Please transcribe the records precisely; pictures stay out of your copy.

(Collected data entries)
==============================
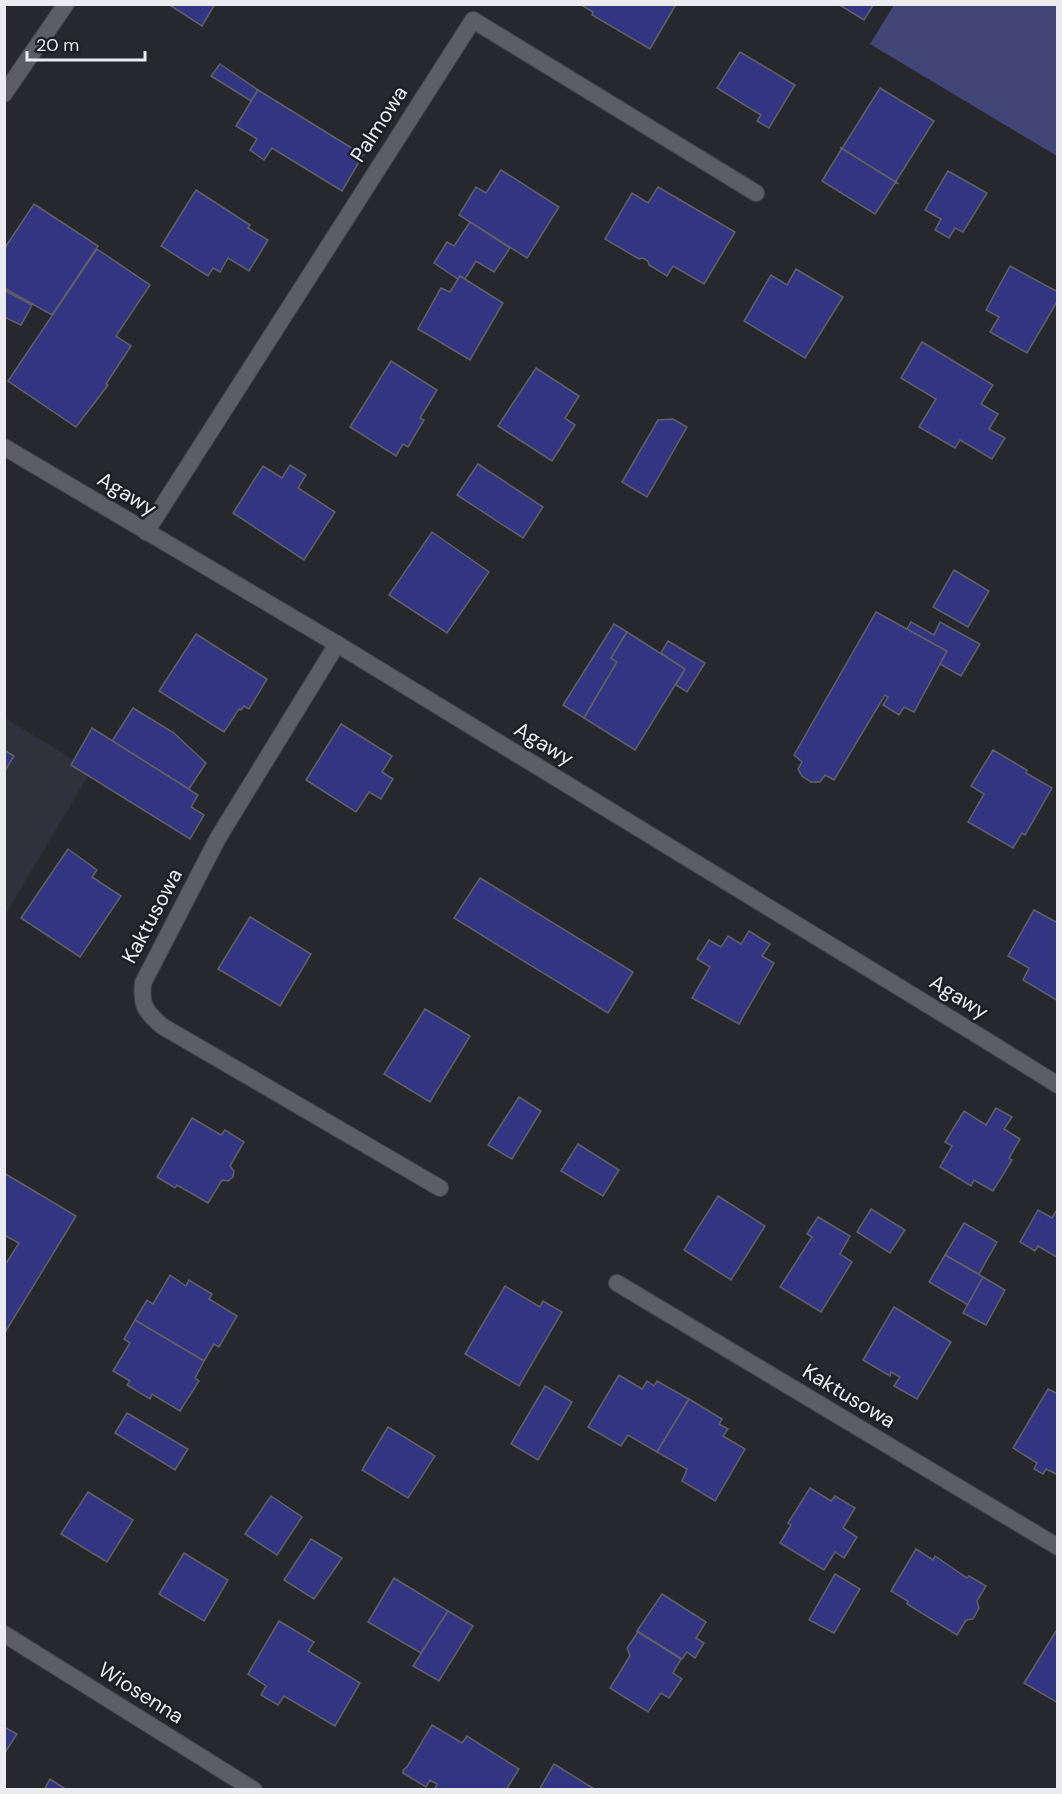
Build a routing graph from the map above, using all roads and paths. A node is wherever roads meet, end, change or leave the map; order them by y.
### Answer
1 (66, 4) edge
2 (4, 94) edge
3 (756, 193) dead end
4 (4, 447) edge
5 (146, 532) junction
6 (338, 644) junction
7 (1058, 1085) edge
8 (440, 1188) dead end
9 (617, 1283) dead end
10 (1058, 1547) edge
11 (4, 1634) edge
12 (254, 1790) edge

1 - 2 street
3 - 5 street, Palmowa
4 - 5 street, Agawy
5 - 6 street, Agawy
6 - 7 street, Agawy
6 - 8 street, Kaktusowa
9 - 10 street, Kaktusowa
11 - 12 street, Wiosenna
==============================
Written answer –
Build a routing graph from the map above, using all roads and paths. A node is wherever roads meet, end, change or leave the map; order them by y.
### Answer
1 (66, 4) edge
2 (4, 94) edge
3 (756, 193) dead end
4 (4, 447) edge
5 (146, 532) junction
6 (338, 644) junction
7 (1058, 1085) edge
8 (440, 1188) dead end
9 (617, 1283) dead end
10 (1058, 1547) edge
11 (4, 1634) edge
12 (254, 1790) edge

1 - 2 street
3 - 5 street, Palmowa
4 - 5 street, Agawy
5 - 6 street, Agawy
6 - 7 street, Agawy
6 - 8 street, Kaktusowa
9 - 10 street, Kaktusowa
11 - 12 street, Wiosenna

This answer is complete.